Former presidential candidate Sen. John Kerry (D-Mass.) and three other Democratic colleagues on Tuesday urged the Senate leadership to reject a Republican-led attempt to vacate the Federal Communications Commission's new neutrality rules.

The new open Internet rules "are built on things everyone should support -- transparency of broadband service operations, no blocking of legal content and websites, and nondiscrimination against or for specific firms or people trying to communicate and compete over the Internet," the senators said in a letter to Sens. Harry Reid (D-Nev.) and Mitch McConnell (R-Ky.). "In the wake of the order, the original investors in Google and Netflix, the father of the Internet Tim Berners-Lee, a host of companies, venture capitalists, and hundreds of thousands of users of the Internet expressed their approval."

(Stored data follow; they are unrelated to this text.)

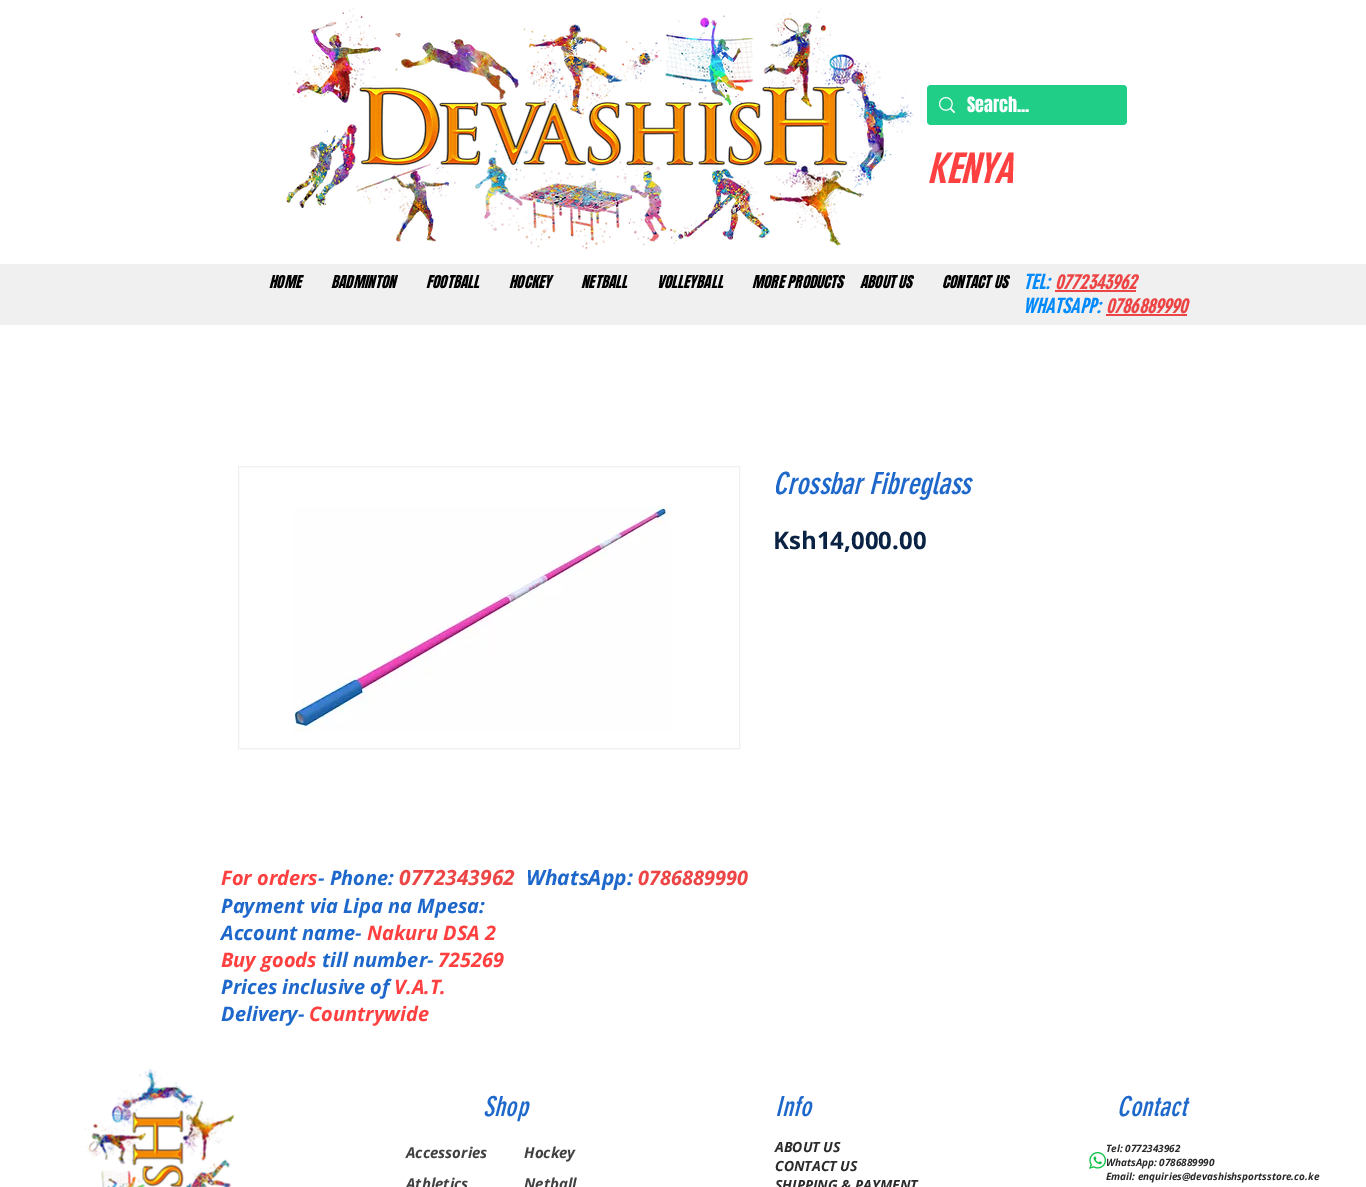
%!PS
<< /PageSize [1366 1187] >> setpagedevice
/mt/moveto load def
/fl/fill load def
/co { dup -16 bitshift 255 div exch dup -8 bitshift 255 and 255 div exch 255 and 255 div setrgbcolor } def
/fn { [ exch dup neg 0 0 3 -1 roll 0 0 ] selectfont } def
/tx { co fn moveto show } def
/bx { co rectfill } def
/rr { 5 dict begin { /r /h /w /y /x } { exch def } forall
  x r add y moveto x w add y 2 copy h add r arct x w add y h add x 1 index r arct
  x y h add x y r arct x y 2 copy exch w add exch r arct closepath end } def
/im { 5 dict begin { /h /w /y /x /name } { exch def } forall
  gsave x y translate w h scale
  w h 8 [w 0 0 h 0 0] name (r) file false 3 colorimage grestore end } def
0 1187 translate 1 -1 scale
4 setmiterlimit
0 0 1366 1187 16#FFFFFF bx
(media/1.raw) 286 8 628 242 im
16#20CE88 co
927 85 200 40 4 rr fl
(media/2.raw) 939 97 16 16 im
0 264 1366 61 16#F0F0F0 bx
1055 290 81 2 16#ED4545 bx
1106 314 81 2 16#ED4545 bx
16#F0F0F0 co
238.5 466.5 501 282 rectstroke
(media/3.raw) 294 507 378 225 im
(media/4.raw) 84 1068 151 119 im
(media/5.raw) 1089 1152 17 17 im
(Search...) 967 112 /Anton-Regular 18 16#FFFFFF tx
(KENYA) 927 183 /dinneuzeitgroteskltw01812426-BoldItalic 40 16#FF4040 tx
(HOME) 269 288 /Anton-Italic 15 16#000000 tx
(BADMINTON) 331 288 /Anton-Italic 15 16#000000 tx
(FOOTBALL) 426 288 /Anton-Italic 15 16#000000 tx
(HOCKEY) 509 288 /Anton-Italic 15 16#000000 tx
(NETBALL) 581 288 /Anton-Italic 15 16#000000 tx
(VOLLEYBALL) 657 288 /Anton-Italic 15 16#000000 tx
(MORE PRODUCTS) 752 288 /Anton-Italic 15 16#000000 tx
(ABOUT US) 860 288 /Anton-Italic 15 16#000000 tx
(CONTACT US) 942 288 /Anton-Italic 15 16#000000 tx
(TEL:) 1023 289 /dinneuzeitgroteskltw01812426-BoldItalic 20 16#008AFC tx
(0772343962) 1055 289 /dinneuzeitgroteskltw01812426-BoldItalic 20 16#ED4545 tx
(WHATSAPP:) 1023 313 /dinneuzeitgroteskltw01812426-BoldItalic 20 16#008AFC tx
(0786889990) 1106 313 /dinneuzeitgroteskltw01812426-BoldItalic 20 16#ED4545 tx
(Crossbar Fibreglass) 773 494 /dinneuzeitgroteskltw01812426-Italic 30 16#1E68CB tx
(Ksh14,000.00) 773 549 /OpenSans-Bold 24 16#0A2344 tx
(For orders) 221 885 /OpenSans-BoldItalic 20 16#FF4040 tx
(- Phone:) 318 885 /OpenSans-BoldItalic 20 16#1E68CB tx
(0772343962) 399 885 /OpenSans-BoldItalic 21 16#ED4545 tx
(WhatsApp:) 526 885 /OpenSans-BoldItalic 21 16#1E68CB tx
(0786889990) 638 885 /OpenSans-BoldItalic 20 16#ED4545 tx
(Payment via Lipa na Mpesa:) 221 913 /OpenSans-BoldItalic 20 16#1E68CB tx
(Account name-) 221 940 /OpenSans-BoldItalic 20 16#1E68CB tx
(Nakuru DSA 2) 367 940 /OpenSans-BoldItalic 20 16#FF4040 tx
(Buy goods) 221 967 /OpenSans-BoldItalic 20 16#FF4040 tx
(till number-) 322 967 /OpenSans-BoldItalic 20 16#1E68CB tx
(725269) 438 967 /OpenSans-BoldItalic 20 16#FF4040 tx
(Prices inclusive of) 221 994 /OpenSans-BoldItalic 20 16#1E68CB tx
(V.A.T.) 394 994 /OpenSans-BoldItalic 20 16#FF4040 tx
(Delivery-) 221 1021 /OpenSans-BoldItalic 20 16#1E68CB tx
(Countrywide) 309 1021 /OpenSans-BoldItalic 20 16#FF4040 tx
/dinneuzeitgroteskltw01812426-Italic 27 fn
16#1E68CB co
483 1116 mt .25 0 (Shop) ashow
(Accessories) 406 1158 /OpenSans-BoldItalic 15 16#414141 tx
(Athletics) 406 1189 /OpenSans-BoldItalic 15 16#414141 tx
(Hockey) 524 1158 /OpenSans-BoldItalic 15 16#414141 tx
(Netball) 524 1189 /OpenSans-BoldItalic 15 16#414141 tx
/dinneuzeitgroteskltw01812426-Italic 27 fn
16#1E68CB co
775 1116 mt .25 0 (Info) ashow
(ABOUT US) 775 1152 /OpenSans-BoldItalic 14 16#2B2B2B tx
(CONTACT US) 775 1171 /OpenSans-BoldItalic 14 16#2B2B2B tx
(SHIPPING & PAYMENT) 775 1190 /OpenSans-BoldItalic 14 16#2B2B2B tx
/dinneuzeitgroteskltw01812426-Italic 27 fn
16#1E68CB co
1117 1116 mt .25 0 (Contact) ashow
(Tel: 0772343962) 1106 1152 /OpenSans-BoldItalic 10 16#2B2B2B tx
(WhatsApp: 0786889990) 1106 1166 /OpenSans-BoldItalic 10 16#2B2B2B tx
(Email: enquiries@devashishsportsstore.co.ke) 1106 1180 /OpenSans-BoldItalic 10 16#2B2B2B tx
showpage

Joining Kerry in signing the letter were Sens. Ron Wyden (D-Ore.), Maria Cantwell (D-Wash.) and Al Franken (D-Minn.).

GOP lawmakers in both the House and Senate last week introduced resolutions of disapproval which, if passed and signed by the president, would vacate the FCC's neutrality order. Additionally, the House passed a spending bill on Saturday that includes an amendment blocking the FCC from using federal funds to implement neutrality regulations.

The FCC's neutrality order, approved 3-2 in December, bans all broadband providers -- wireline and wireless -- from blocking sites or competing applications. It also prohibits wireline broadband providers from engaging in unreasonable discrimination.